## Work to be completed
When you print the records, keep every line identical to the original.

--------------------------------

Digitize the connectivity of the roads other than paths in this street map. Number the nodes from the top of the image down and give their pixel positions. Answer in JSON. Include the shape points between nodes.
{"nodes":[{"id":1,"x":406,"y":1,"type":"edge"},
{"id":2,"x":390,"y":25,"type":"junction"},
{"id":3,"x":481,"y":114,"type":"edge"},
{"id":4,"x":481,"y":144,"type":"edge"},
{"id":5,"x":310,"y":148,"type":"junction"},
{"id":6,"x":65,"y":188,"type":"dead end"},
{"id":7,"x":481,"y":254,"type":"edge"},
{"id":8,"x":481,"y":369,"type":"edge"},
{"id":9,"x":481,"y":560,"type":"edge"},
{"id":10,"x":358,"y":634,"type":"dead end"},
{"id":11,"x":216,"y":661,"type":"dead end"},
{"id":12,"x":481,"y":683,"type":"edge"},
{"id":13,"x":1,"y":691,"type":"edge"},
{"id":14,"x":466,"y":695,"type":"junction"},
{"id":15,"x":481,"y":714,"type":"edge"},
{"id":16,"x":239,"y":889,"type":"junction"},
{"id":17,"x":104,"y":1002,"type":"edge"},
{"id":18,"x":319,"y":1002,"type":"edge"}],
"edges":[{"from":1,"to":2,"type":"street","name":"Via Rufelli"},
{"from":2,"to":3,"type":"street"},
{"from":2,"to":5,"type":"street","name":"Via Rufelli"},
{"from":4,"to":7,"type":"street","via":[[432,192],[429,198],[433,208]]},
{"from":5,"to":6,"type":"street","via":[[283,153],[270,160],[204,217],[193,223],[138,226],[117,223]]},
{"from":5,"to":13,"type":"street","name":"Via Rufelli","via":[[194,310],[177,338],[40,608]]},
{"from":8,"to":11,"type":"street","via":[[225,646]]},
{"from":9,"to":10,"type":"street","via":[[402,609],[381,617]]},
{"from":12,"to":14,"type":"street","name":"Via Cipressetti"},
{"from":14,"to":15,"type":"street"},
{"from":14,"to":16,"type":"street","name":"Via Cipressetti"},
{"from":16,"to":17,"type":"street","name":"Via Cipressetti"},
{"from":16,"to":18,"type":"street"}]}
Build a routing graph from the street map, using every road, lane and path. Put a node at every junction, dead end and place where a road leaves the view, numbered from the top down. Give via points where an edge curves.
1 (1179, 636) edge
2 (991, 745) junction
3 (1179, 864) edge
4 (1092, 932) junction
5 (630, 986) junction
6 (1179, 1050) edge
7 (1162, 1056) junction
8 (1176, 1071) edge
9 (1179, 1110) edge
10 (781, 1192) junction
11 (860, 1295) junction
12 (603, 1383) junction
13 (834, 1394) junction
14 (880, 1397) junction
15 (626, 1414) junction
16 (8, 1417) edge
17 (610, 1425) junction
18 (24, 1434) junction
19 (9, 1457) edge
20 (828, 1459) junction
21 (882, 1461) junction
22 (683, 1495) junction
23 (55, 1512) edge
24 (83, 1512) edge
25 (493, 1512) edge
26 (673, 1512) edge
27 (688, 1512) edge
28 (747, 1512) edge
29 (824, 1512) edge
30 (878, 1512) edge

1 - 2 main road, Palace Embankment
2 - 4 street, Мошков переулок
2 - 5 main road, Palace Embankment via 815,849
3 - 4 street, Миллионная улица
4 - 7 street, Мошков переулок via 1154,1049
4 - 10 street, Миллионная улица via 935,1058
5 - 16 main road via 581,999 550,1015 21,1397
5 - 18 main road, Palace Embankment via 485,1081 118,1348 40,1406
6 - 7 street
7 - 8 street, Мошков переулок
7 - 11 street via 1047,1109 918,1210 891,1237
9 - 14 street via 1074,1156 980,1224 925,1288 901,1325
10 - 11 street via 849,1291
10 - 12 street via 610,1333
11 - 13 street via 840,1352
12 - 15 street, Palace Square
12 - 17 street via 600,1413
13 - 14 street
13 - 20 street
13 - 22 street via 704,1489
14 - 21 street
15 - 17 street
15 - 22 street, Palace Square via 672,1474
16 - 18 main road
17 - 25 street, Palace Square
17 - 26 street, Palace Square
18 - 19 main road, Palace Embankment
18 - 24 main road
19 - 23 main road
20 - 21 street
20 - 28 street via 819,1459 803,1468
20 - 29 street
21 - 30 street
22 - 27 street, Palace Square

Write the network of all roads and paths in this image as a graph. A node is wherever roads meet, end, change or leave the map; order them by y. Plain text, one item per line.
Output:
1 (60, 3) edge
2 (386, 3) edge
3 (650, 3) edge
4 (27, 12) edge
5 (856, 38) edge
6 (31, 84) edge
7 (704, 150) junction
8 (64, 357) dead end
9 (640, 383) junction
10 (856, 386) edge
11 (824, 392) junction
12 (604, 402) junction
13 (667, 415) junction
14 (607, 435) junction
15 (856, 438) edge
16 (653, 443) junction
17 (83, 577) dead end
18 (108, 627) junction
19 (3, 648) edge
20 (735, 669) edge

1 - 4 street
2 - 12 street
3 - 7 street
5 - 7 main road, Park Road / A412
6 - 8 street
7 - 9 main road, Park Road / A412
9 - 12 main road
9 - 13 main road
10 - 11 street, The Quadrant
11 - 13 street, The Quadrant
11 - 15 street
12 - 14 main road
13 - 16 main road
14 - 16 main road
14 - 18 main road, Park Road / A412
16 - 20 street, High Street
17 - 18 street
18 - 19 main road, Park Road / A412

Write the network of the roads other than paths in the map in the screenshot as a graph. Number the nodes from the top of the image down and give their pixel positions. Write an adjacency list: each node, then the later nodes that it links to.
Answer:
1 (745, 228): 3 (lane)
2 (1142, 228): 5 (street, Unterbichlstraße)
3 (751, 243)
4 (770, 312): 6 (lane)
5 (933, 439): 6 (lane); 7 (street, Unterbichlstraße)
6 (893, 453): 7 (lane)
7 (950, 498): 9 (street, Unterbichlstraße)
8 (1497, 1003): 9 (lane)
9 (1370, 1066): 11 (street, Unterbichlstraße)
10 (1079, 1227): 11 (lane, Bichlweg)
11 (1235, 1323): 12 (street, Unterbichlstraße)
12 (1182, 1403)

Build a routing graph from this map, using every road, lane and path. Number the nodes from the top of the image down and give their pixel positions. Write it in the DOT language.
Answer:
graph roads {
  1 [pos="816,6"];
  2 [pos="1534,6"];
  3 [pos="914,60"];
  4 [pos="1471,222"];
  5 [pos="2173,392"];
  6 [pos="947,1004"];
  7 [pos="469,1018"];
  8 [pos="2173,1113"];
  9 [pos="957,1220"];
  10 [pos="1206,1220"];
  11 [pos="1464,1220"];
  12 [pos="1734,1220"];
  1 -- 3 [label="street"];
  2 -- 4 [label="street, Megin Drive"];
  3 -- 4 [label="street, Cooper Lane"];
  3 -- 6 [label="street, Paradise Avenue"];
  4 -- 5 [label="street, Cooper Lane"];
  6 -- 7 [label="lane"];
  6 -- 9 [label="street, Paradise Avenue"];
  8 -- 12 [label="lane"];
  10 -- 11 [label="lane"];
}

--------------------------------

## Answer for the task
Digitize the connectivity of the roads other than paths in this street map. Number the nodes from the top of the image down and give their pixel positions. Answer in JSON. Include the shape points between nodes.
{"nodes":[{"id":1,"x":406,"y":1,"type":"edge"},
{"id":2,"x":390,"y":25,"type":"junction"},
{"id":3,"x":481,"y":114,"type":"edge"},
{"id":4,"x":481,"y":144,"type":"edge"},
{"id":5,"x":310,"y":148,"type":"junction"},
{"id":6,"x":65,"y":188,"type":"dead end"},
{"id":7,"x":481,"y":254,"type":"edge"},
{"id":8,"x":481,"y":369,"type":"edge"},
{"id":9,"x":481,"y":560,"type":"edge"},
{"id":10,"x":358,"y":634,"type":"dead end"},
{"id":11,"x":216,"y":661,"type":"dead end"},
{"id":12,"x":481,"y":683,"type":"edge"},
{"id":13,"x":1,"y":691,"type":"edge"},
{"id":14,"x":466,"y":695,"type":"junction"},
{"id":15,"x":481,"y":714,"type":"edge"},
{"id":16,"x":239,"y":889,"type":"junction"},
{"id":17,"x":104,"y":1002,"type":"edge"},
{"id":18,"x":319,"y":1002,"type":"edge"}],
"edges":[{"from":1,"to":2,"type":"street","name":"Via Rufelli"},
{"from":2,"to":3,"type":"street"},
{"from":2,"to":5,"type":"street","name":"Via Rufelli"},
{"from":4,"to":7,"type":"street","via":[[432,192],[429,198],[433,208]]},
{"from":5,"to":6,"type":"street","via":[[283,153],[270,160],[204,217],[193,223],[138,226],[117,223]]},
{"from":5,"to":13,"type":"street","name":"Via Rufelli","via":[[194,310],[177,338],[40,608]]},
{"from":8,"to":11,"type":"street","via":[[225,646]]},
{"from":9,"to":10,"type":"street","via":[[402,609],[381,617]]},
{"from":12,"to":14,"type":"street","name":"Via Cipressetti"},
{"from":14,"to":15,"type":"street"},
{"from":14,"to":16,"type":"street","name":"Via Cipressetti"},
{"from":16,"to":17,"type":"street","name":"Via Cipressetti"},
{"from":16,"to":18,"type":"street"}]}
Build a routing graph from the street map, using every road, lane and path. Put a node at every junction, dead end and place where a road leaves the view, numbered from the top down. Give via points where an edge curves.
1 (1179, 636) edge
2 (991, 745) junction
3 (1179, 864) edge
4 (1092, 932) junction
5 (630, 986) junction
6 (1179, 1050) edge
7 (1162, 1056) junction
8 (1176, 1071) edge
9 (1179, 1110) edge
10 (781, 1192) junction
11 (860, 1295) junction
12 (603, 1383) junction
13 (834, 1394) junction
14 (880, 1397) junction
15 (626, 1414) junction
16 (8, 1417) edge
17 (610, 1425) junction
18 (24, 1434) junction
19 (9, 1457) edge
20 (828, 1459) junction
21 (882, 1461) junction
22 (683, 1495) junction
23 (55, 1512) edge
24 (83, 1512) edge
25 (493, 1512) edge
26 (673, 1512) edge
27 (688, 1512) edge
28 (747, 1512) edge
29 (824, 1512) edge
30 (878, 1512) edge

1 - 2 main road, Palace Embankment
2 - 4 street, Мошков переулок
2 - 5 main road, Palace Embankment via 815,849
3 - 4 street, Миллионная улица
4 - 7 street, Мошков переулок via 1154,1049
4 - 10 street, Миллионная улица via 935,1058
5 - 16 main road via 581,999 550,1015 21,1397
5 - 18 main road, Palace Embankment via 485,1081 118,1348 40,1406
6 - 7 street
7 - 8 street, Мошков переулок
7 - 11 street via 1047,1109 918,1210 891,1237
9 - 14 street via 1074,1156 980,1224 925,1288 901,1325
10 - 11 street via 849,1291
10 - 12 street via 610,1333
11 - 13 street via 840,1352
12 - 15 street, Palace Square
12 - 17 street via 600,1413
13 - 14 street
13 - 20 street
13 - 22 street via 704,1489
14 - 21 street
15 - 17 street
15 - 22 street, Palace Square via 672,1474
16 - 18 main road
17 - 25 street, Palace Square
17 - 26 street, Palace Square
18 - 19 main road, Palace Embankment
18 - 24 main road
19 - 23 main road
20 - 21 street
20 - 28 street via 819,1459 803,1468
20 - 29 street
21 - 30 street
22 - 27 street, Palace Square

Write the network of all roads and paths in this image as a graph. A node is wherever roads meet, end, change or leave the map; order them by y. Plain text, one item per line.
Output:
1 (60, 3) edge
2 (386, 3) edge
3 (650, 3) edge
4 (27, 12) edge
5 (856, 38) edge
6 (31, 84) edge
7 (704, 150) junction
8 (64, 357) dead end
9 (640, 383) junction
10 (856, 386) edge
11 (824, 392) junction
12 (604, 402) junction
13 (667, 415) junction
14 (607, 435) junction
15 (856, 438) edge
16 (653, 443) junction
17 (83, 577) dead end
18 (108, 627) junction
19 (3, 648) edge
20 (735, 669) edge

1 - 4 street
2 - 12 street
3 - 7 street
5 - 7 main road, Park Road / A412
6 - 8 street
7 - 9 main road, Park Road / A412
9 - 12 main road
9 - 13 main road
10 - 11 street, The Quadrant
11 - 13 street, The Quadrant
11 - 15 street
12 - 14 main road
13 - 16 main road
14 - 16 main road
14 - 18 main road, Park Road / A412
16 - 20 street, High Street
17 - 18 street
18 - 19 main road, Park Road / A412

Write the network of the roads other than paths in the map in the screenshot as a graph. Number the nodes from the top of the image down and give their pixel positions. Write an adjacency list: each node, then the later nodes that it links to.
Answer:
1 (745, 228): 3 (lane)
2 (1142, 228): 5 (street, Unterbichlstraße)
3 (751, 243)
4 (770, 312): 6 (lane)
5 (933, 439): 6 (lane); 7 (street, Unterbichlstraße)
6 (893, 453): 7 (lane)
7 (950, 498): 9 (street, Unterbichlstraße)
8 (1497, 1003): 9 (lane)
9 (1370, 1066): 11 (street, Unterbichlstraße)
10 (1079, 1227): 11 (lane, Bichlweg)
11 (1235, 1323): 12 (street, Unterbichlstraße)
12 (1182, 1403)

Build a routing graph from this map, using every road, lane and path. Number the nodes from the top of the image down and give their pixel positions. Write it in the DOT language.
Answer:
graph roads {
  1 [pos="816,6"];
  2 [pos="1534,6"];
  3 [pos="914,60"];
  4 [pos="1471,222"];
  5 [pos="2173,392"];
  6 [pos="947,1004"];
  7 [pos="469,1018"];
  8 [pos="2173,1113"];
  9 [pos="957,1220"];
  10 [pos="1206,1220"];
  11 [pos="1464,1220"];
  12 [pos="1734,1220"];
  1 -- 3 [label="street"];
  2 -- 4 [label="street, Megin Drive"];
  3 -- 4 [label="street, Cooper Lane"];
  3 -- 6 [label="street, Paradise Avenue"];
  4 -- 5 [label="street, Cooper Lane"];
  6 -- 7 [label="lane"];
  6 -- 9 [label="street, Paradise Avenue"];
  8 -- 12 [label="lane"];
  10 -- 11 [label="lane"];
}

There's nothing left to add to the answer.